6. The sleep automatic staging algorithm as claimed in claim 2, wherein the step S4 further includes the sub-steps of S41 dividing the tensor X of the seq-generated eigenspace into a final training data set, a verification data set and a test data set, S42 inputting the sequence of segments seq with time sequence into the Bi-directional gating cycle unit Bi-GRU network model, and the tensor X ∈ R of the seq-generated eigenspace^N×M×kReasonably setting the structure, training mode and initial parameters of the network model, and then loading a data set to start the training of the model; and S43, storing the Bi-directional gating circulation unit Bi-GRU network model after the Bi-directional gating circulation unit Bi-GRU network model reaches a preset termination condition.

7. The algorithm for sleep automatic staging according to claim 2, characterized in that: the step S5 further includes the following sub-steps: s51, all data are transmitted forward by using the network model to obtain a label of a sleep classification stage corresponding to a data sample, wherein the data sample is a training set and a verification set generated by the data set; and S52, comparing the classification result labels of the machine models with the manual classification result labels of the experts, recording evaluation indexes such as accuracy, recall rate, F1 scores and the like of each data set, and completing construction of the network model.

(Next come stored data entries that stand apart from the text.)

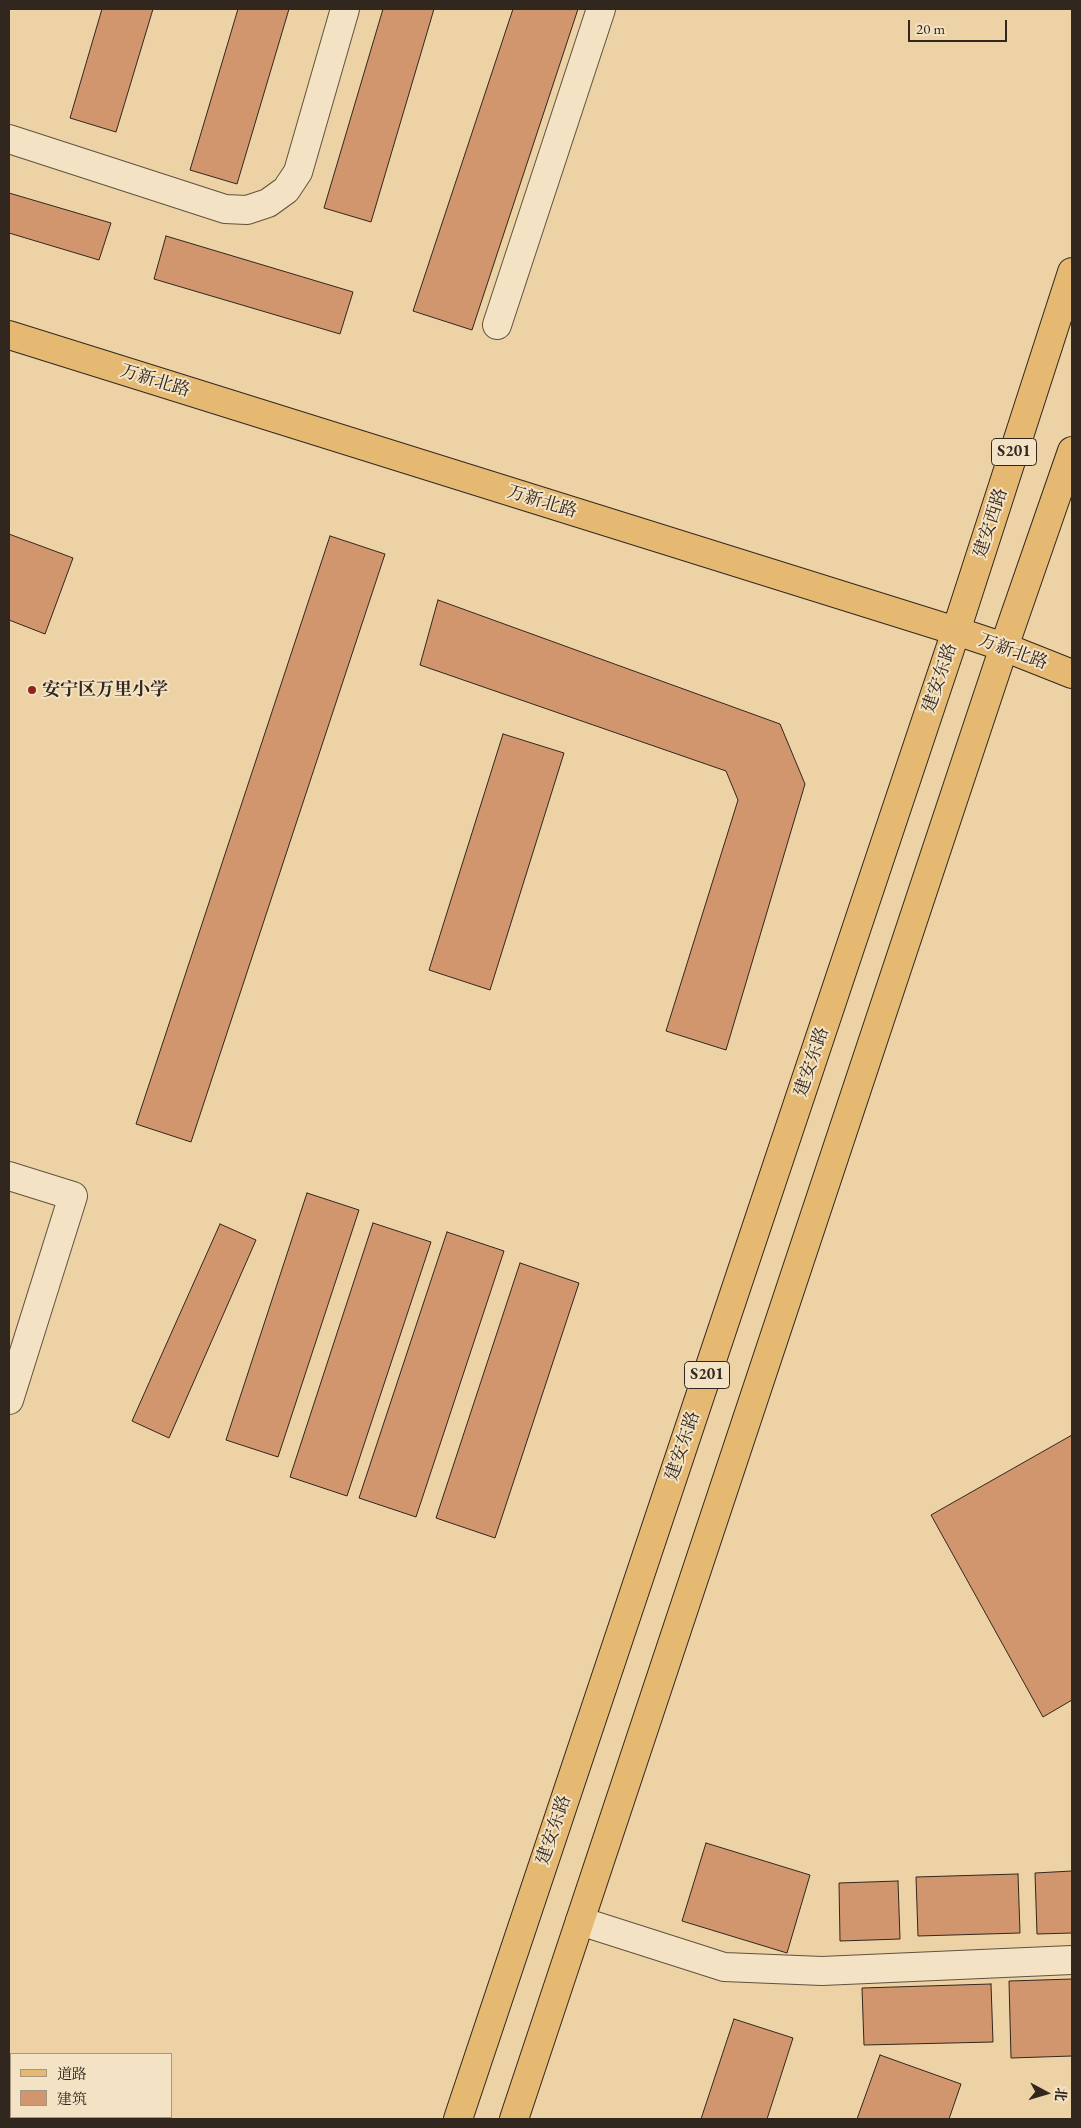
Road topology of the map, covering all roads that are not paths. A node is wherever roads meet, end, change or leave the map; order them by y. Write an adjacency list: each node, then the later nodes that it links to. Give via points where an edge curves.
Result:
1 (345, 9): 3 (street, via 298,172 286,190 268,203 247,210 226,209)
2 (601, 9): 5 (street)
3 (9, 138)
4 (1072, 272): 8 (main road, 建安西路 / S201)
5 (497, 325)
6 (9, 335): 8 (main road, 万新北路)
7 (1072, 451): 9 (main road)
8 (956, 631): 9 (main road, 万新北路); 15 (main road, 建安东路 / S201)
9 (1004, 647): 10 (main road, 万新北路); 13 (main road)
10 (1072, 674)
11 (9, 1176): 12 (street, via 73,1196)
12 (9, 1400)
13 (580, 1920): 14 (street, via 724,1967 822,1971); 16 (main road)
14 (1072, 1960)
15 (458, 2119)
16 (514, 2119)

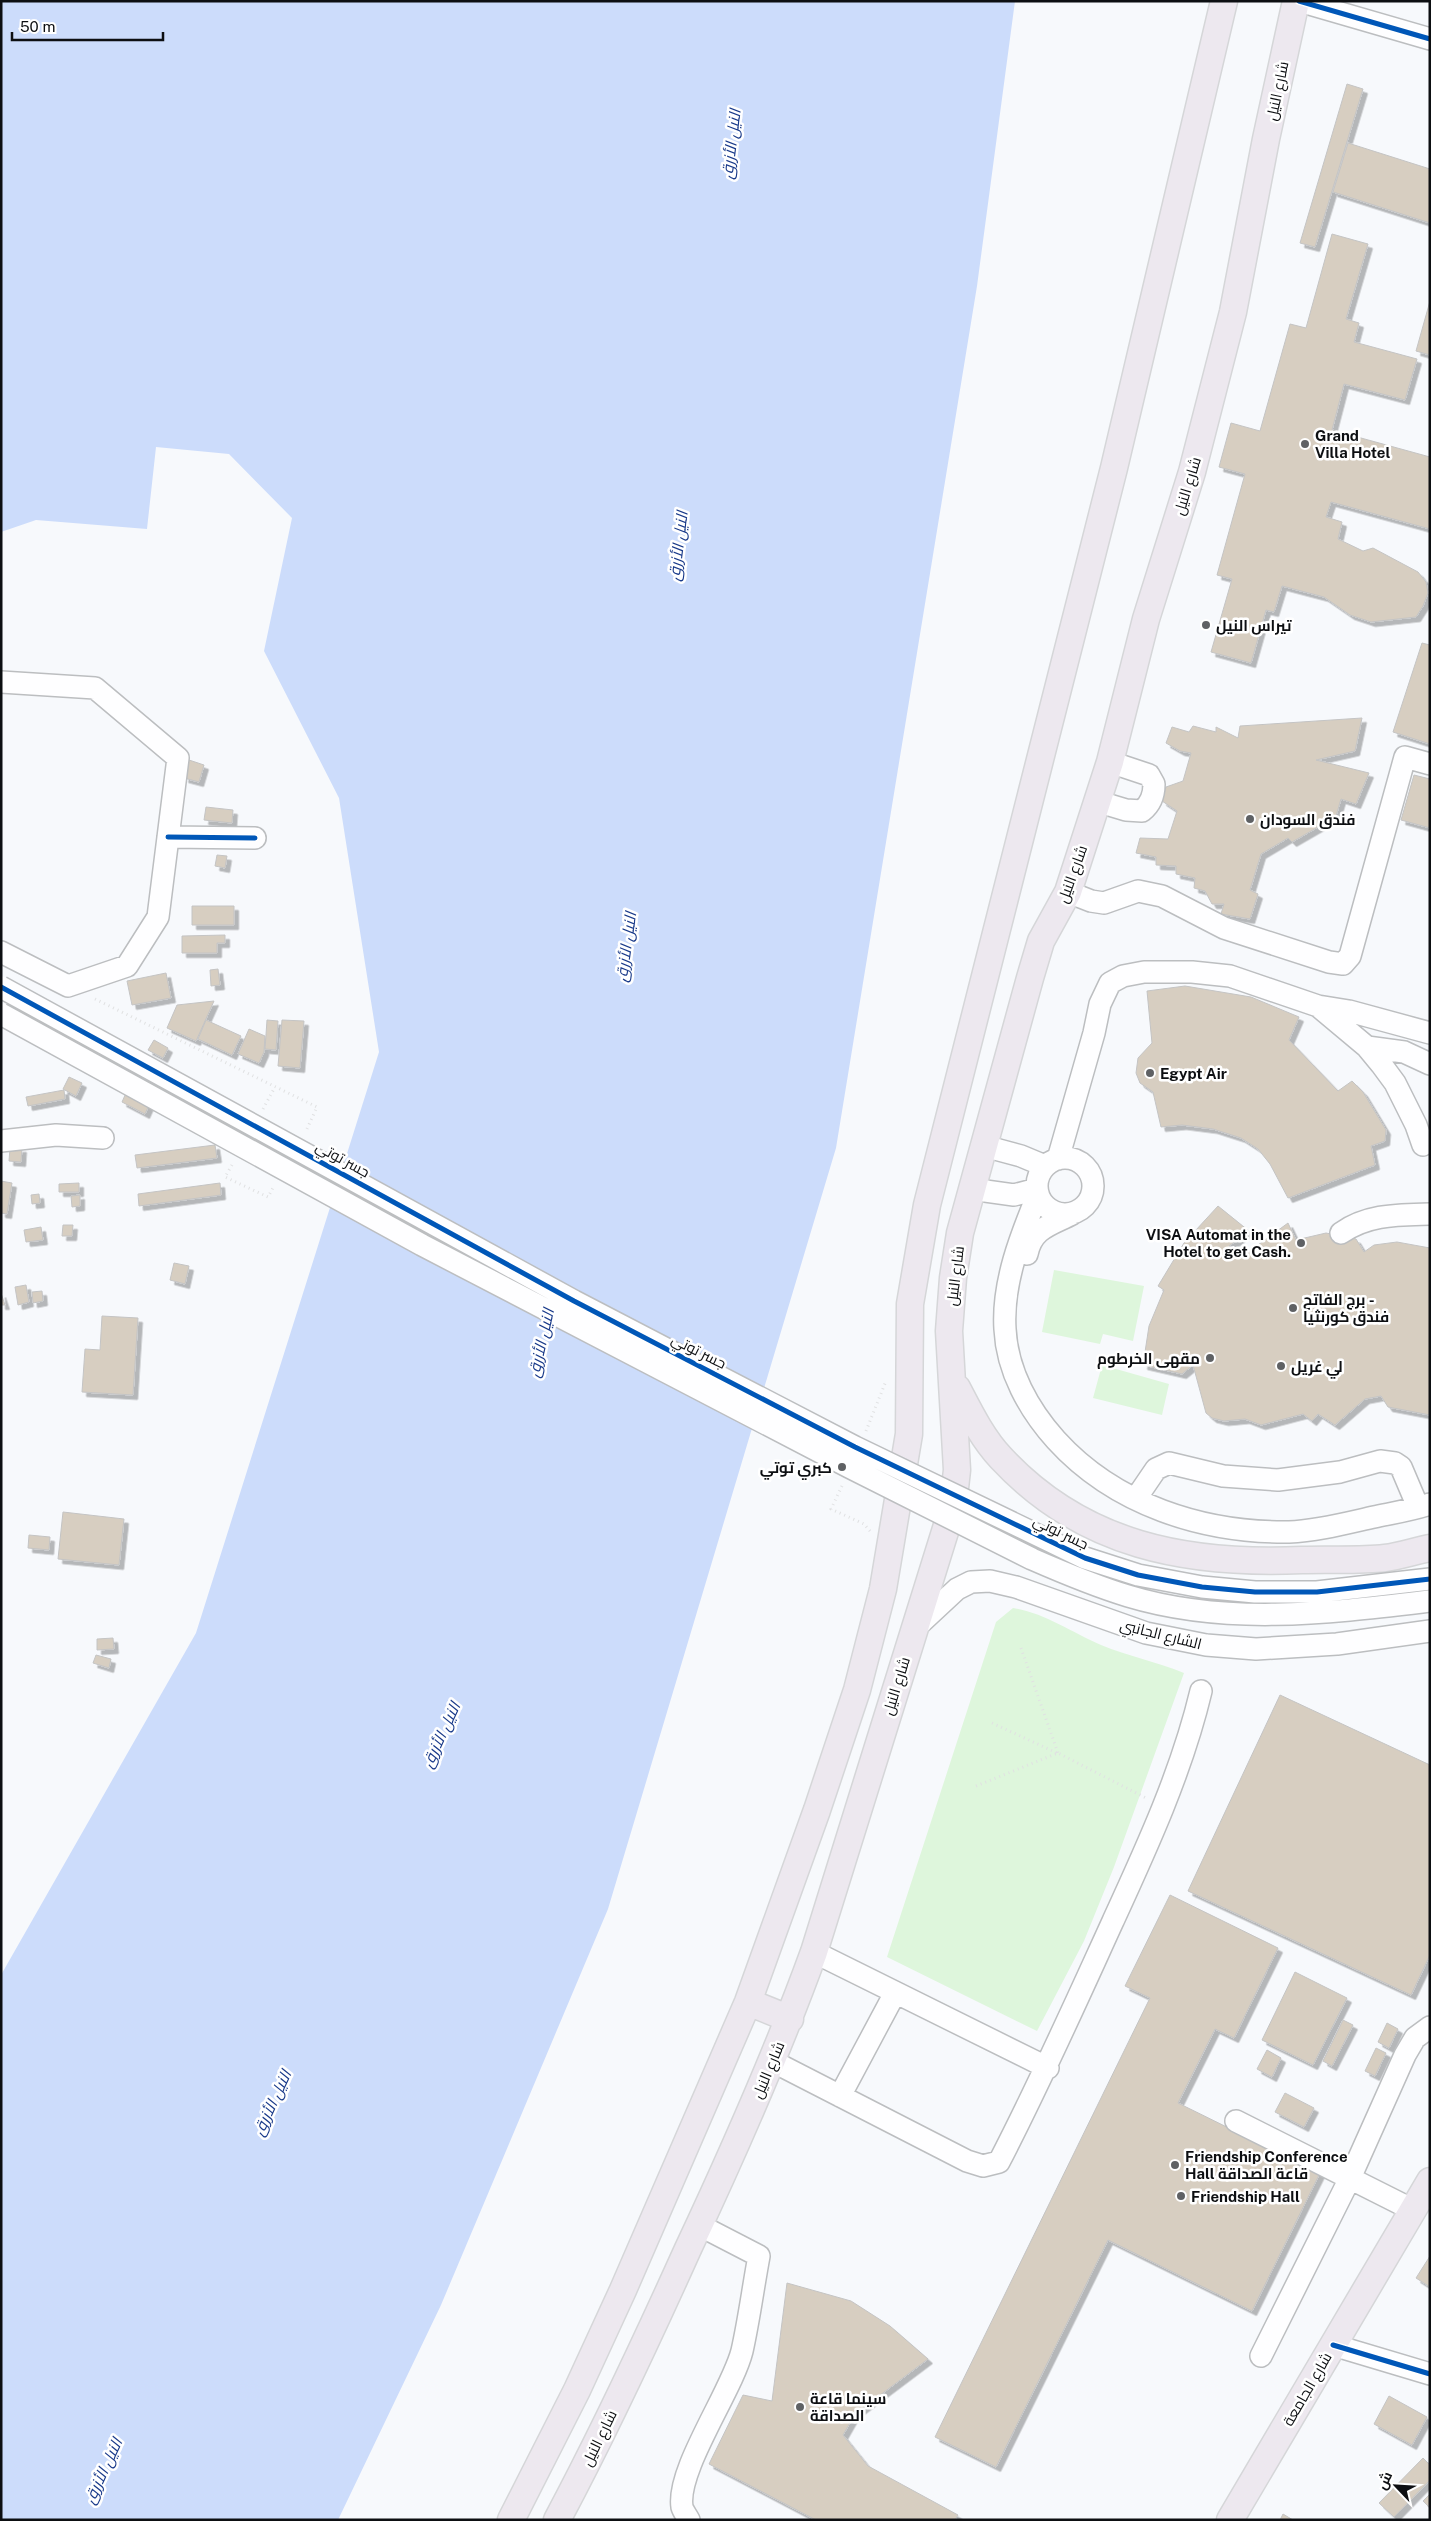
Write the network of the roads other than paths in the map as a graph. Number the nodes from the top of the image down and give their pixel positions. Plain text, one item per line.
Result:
1 (1224, 1) edge
2 (1297, 1) edge
3 (1430, 39) edge
4 (1, 682) edge
5 (1110, 762) junction
6 (1430, 764) edge
7 (1096, 801) junction
8 (168, 836) junction
9 (255, 838) dead end
10 (1068, 892) junction
11 (1, 952) edge
12 (1, 987) edge
13 (1318, 1006) junction
14 (1, 1014) edge
15 (1430, 1033) edge
16 (1367, 1047) junction
17 (1430, 1064) edge
18 (103, 1138) dead end
19 (1, 1142) edge
20 (1423, 1145) dead end
21 (984, 1146) junction
22 (1052, 1162) junction
23 (971, 1189) junction
24 (1038, 1192) junction
25 (1072, 1214) junction
26 (1430, 1214) edge
27 (1430, 1223) edge
28 (950, 1376) junction
29 (1141, 1491) junction
30 (1423, 1499) edge
31 (1430, 1548) edge
32 (1430, 1579) edge
33 (1430, 1601) edge
34 (914, 1629) junction
35 (1430, 1631) edge
36 (1201, 1691) dead end
37 (814, 1952) junction
38 (895, 1993) junction
39 (748, 2002) junction
40 (790, 2019) junction
41 (1430, 2026) edge
42 (772, 2061) junction
43 (1048, 2068) junction
44 (840, 2096) junction
45 (1236, 2121) dead end
46 (1350, 2178) junction
47 (1430, 2181) edge
48 (1414, 2210) junction
49 (699, 2225) junction
50 (1333, 2345) junction
51 (1261, 2356) dead end
52 (1430, 2374) edge
53 (535, 2472) junction
54 (574, 2488) junction
55 (511, 2520) edge
56 (557, 2520) edge
57 (689, 2520) edge
58 (1230, 2520) edge

1 - 39 main road
2 - 3 street
2 - 5 main road, شارع النيل
4 - 8 street
5 - 7 main road, شارع النيل
5 - 7 street
6 - 10 street
7 - 10 main road, شارع النيل
8 - 9 street
8 - 11 street
10 - 21 main road, شارع النيل
12 - 32 street, جسر توتي, bridge
13 - 15 street
13 - 16 street
13 - 22 street
14 - 33 street, bridge
16 - 17 street
16 - 20 street
18 - 19 street
21 - 22 street
21 - 23 main road, شارع النيل
22 - 24 street
22 - 25 street
23 - 24 street
23 - 28 main road, شارع النيل
24 - 25 street
24 - 30 street
25 - 29 street
26 - 27 street
28 - 31 main road
28 - 34 main road, شارع النيل
29 - 30 street
29 - 30 street
34 - 35 street, الشارع الجانبي
34 - 37 main road, شارع النيل
36 - 43 street
37 - 38 street
37 - 40 main road, شارع النيل
38 - 43 street
38 - 44 street
39 - 40 main road
39 - 53 main road
40 - 42 main road, شارع النيل
41 - 46 street
42 - 44 street
42 - 49 main road, شارع النيل
43 - 44 street
45 - 46 street
46 - 48 street
46 - 51 street
47 - 48 main road, شارع الجامعة
48 - 50 main road, شارع الجامعة
49 - 54 main road, شارع النيل
49 - 57 street
50 - 52 street
50 - 58 main road, شارع الجامعة
53 - 54 main road
53 - 55 main road
54 - 56 main road, شارع النيل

8. According to claimThe sleep automatic staging algorithm of claim 2, characterized by: the step S7 further includes the following sub-steps: s71, constructing a conditional random field CRF model, inputting the tag sequence training set in the step S6 and the tag sequences corresponding to the expert manual staging into the conditional random field CRF model, setting the number K of feature functions, iteratively training out optimal parameters, and further obtaining the conditional probability P (y | x) of the conditional random field, namely context information of time-dependent transfer from the model learning to the sleep stage, wherein the stage transfer is closely related to the sleep time, and the conditional random field CRF model is also a key step of probability transfer by utilizing the CRF model according to the sleep characteristics; s72, testing the corrected result of the CRF model, and utilizing the conditional probability P (y | x) and the label sequence x in the verification set_sTo calculate the optimal tag sequence y^*And finally, calculating evaluation indexes such as accuracy and the like, and counting and comparing results of the CRF correction model and the network model.